There were 370 households, out of which 45.7% had children under the age of 18 living with them, 55.9% were married couples living together, 22.2% had a female householder with no husband present, and 13.8% were non-families. 11.9% of all households were made up of individuals, and 4.6% had someone living alone who was 65 years of age or older. The average household size was 3.51 and the average family size was 3.80.

In the CDP, the population was spread out, with 35.0% under the age of 18, 11.0% from 18 to 24, 27.1% from 25 to 44, 19.1% from 45 to 64, and 7.8% who were 65 years of age or older. The median age was 28 years. For every 100 females, there were 97.9 males. For every 100 females age 18 and over, there were 94.0 males.

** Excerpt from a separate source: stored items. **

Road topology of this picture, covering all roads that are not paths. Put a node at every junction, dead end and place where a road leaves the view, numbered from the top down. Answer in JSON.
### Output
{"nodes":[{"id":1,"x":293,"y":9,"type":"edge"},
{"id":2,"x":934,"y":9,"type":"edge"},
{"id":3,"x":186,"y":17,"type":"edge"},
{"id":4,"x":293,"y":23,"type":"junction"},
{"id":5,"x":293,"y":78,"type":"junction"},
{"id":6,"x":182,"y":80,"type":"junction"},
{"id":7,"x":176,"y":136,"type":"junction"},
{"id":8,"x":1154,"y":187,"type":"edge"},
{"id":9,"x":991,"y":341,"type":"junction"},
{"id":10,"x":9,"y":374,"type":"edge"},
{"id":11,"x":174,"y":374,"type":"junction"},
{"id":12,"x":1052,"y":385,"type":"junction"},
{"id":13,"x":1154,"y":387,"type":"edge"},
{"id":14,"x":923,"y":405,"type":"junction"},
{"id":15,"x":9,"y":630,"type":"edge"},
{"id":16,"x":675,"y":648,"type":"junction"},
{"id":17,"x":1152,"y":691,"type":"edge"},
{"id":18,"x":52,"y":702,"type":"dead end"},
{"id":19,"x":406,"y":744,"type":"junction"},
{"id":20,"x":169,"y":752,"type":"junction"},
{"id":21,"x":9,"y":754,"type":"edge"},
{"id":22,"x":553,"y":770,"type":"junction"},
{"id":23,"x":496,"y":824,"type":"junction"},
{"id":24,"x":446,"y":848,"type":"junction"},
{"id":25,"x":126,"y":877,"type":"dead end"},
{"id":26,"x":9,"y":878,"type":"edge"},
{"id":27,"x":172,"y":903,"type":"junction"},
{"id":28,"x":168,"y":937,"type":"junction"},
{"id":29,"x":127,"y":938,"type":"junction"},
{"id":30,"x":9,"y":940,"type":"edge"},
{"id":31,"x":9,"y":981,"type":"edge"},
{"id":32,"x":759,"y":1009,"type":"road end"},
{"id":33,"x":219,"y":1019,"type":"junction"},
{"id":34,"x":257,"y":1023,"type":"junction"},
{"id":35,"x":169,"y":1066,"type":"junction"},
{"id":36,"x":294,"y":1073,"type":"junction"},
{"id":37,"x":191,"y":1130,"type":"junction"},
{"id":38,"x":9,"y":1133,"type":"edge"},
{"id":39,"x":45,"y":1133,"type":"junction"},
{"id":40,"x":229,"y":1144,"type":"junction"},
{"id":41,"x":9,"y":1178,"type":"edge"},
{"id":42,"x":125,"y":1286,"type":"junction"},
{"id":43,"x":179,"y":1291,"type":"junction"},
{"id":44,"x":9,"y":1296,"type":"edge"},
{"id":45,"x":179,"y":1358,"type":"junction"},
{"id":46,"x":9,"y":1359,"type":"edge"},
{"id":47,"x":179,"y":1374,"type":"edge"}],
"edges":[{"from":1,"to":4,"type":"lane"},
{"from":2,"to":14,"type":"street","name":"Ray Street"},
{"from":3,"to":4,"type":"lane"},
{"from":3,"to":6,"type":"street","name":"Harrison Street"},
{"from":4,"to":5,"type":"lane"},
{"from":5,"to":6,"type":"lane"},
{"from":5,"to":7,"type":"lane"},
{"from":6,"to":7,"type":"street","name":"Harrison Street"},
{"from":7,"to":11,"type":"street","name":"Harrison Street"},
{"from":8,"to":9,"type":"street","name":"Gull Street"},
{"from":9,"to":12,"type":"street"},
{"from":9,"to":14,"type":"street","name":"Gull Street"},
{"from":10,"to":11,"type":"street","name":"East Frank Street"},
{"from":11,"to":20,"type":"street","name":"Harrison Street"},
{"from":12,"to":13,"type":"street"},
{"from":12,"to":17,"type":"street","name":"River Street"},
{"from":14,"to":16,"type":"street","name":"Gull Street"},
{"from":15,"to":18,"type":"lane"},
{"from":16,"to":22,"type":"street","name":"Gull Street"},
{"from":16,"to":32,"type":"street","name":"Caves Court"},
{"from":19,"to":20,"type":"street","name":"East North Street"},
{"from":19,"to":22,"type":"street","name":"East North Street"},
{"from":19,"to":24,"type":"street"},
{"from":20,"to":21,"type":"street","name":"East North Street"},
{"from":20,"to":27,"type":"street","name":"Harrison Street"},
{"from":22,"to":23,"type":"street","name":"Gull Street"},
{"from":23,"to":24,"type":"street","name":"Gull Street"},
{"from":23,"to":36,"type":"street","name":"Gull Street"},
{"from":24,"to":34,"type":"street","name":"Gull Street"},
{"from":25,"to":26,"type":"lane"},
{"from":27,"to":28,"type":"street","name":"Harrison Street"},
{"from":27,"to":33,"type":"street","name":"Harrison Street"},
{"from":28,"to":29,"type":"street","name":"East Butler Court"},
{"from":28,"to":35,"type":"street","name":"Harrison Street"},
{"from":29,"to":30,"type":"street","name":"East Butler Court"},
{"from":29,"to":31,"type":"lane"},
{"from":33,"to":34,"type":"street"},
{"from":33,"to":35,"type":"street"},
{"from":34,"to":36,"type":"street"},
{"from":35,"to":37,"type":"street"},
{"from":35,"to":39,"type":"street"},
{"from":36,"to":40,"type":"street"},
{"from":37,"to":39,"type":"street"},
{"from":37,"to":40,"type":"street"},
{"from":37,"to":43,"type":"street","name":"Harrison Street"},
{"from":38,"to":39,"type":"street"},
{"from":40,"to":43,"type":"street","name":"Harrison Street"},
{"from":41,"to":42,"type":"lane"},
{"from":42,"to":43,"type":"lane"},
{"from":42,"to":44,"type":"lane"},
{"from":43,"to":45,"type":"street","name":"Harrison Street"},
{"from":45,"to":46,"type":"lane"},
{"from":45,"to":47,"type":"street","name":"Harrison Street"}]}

The median income for a household in the CDP was $17,448, and the median income for a family was $18,571. Males had a median income of $18,548 versus $13,333 for females. The per capita income for the CDP was $6,969. About 33.3% of families and 43.3% of the population were below the poverty line, including 52.6% of those under age 18 and 62.4% of those age 65 or over.

==Education==
Batesville is served by the Uvalde Consolidated Independent School District. Residents attend the Batesville School (grades K-6), Morales Junior High School in Uvalde, and Uvalde High School.

The first school in Batesville opened in 1884. Originally students attended Batesville High School but in 1949 they began attending high school in Uvalde. The Batesville school district consolidated with Uvalde's in 1973.